___ Raw data ___

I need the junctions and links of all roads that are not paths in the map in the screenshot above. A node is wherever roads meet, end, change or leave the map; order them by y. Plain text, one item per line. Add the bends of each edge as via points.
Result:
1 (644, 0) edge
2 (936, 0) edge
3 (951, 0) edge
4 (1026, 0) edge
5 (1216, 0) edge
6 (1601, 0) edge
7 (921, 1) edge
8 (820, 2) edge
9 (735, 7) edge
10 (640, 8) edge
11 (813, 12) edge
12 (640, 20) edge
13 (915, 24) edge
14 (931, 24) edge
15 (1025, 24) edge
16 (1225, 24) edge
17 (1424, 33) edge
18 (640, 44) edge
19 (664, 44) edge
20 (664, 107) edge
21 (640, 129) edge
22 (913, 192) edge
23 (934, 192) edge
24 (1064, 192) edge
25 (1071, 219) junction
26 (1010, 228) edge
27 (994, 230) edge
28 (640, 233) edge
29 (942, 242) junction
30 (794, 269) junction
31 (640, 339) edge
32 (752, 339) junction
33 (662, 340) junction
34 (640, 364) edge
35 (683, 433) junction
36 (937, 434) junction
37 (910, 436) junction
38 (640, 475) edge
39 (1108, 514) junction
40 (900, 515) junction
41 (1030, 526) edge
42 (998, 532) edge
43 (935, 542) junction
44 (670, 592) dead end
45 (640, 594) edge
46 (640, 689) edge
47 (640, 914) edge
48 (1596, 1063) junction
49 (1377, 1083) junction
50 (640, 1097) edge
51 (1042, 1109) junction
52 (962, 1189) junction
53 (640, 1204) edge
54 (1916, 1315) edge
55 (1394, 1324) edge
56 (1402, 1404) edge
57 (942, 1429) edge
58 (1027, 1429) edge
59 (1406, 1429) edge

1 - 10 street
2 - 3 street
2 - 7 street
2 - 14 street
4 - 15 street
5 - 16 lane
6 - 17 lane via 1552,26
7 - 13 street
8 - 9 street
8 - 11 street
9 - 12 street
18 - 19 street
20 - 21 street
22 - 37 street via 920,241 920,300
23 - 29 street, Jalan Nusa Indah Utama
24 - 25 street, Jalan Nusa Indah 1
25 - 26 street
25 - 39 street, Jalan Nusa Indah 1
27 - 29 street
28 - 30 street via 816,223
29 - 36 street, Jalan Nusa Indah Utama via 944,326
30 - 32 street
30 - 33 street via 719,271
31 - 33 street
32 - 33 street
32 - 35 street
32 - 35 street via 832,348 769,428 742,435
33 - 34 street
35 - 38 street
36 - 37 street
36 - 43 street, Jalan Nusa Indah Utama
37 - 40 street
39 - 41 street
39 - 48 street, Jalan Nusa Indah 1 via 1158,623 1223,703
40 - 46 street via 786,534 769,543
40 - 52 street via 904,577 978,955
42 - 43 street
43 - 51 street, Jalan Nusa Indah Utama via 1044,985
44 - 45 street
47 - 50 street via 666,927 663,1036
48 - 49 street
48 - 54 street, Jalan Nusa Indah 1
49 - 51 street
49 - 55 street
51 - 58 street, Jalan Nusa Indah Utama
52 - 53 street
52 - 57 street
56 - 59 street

___

Scan the entries above for the word "Jalan". Report the lines that hold it.

Response →
23 - 29 street, Jalan Nusa Indah Utama
24 - 25 street, Jalan Nusa Indah 1
25 - 39 street, Jalan Nusa Indah 1
29 - 36 street, Jalan Nusa Indah Utama via 944,326
36 - 43 street, Jalan Nusa Indah Utama
39 - 48 street, Jalan Nusa Indah 1 via 1158,623 1223,703
43 - 51 street, Jalan Nusa Indah Utama via 1044,985
48 - 54 street, Jalan Nusa Indah 1
51 - 58 street, Jalan Nusa Indah Utama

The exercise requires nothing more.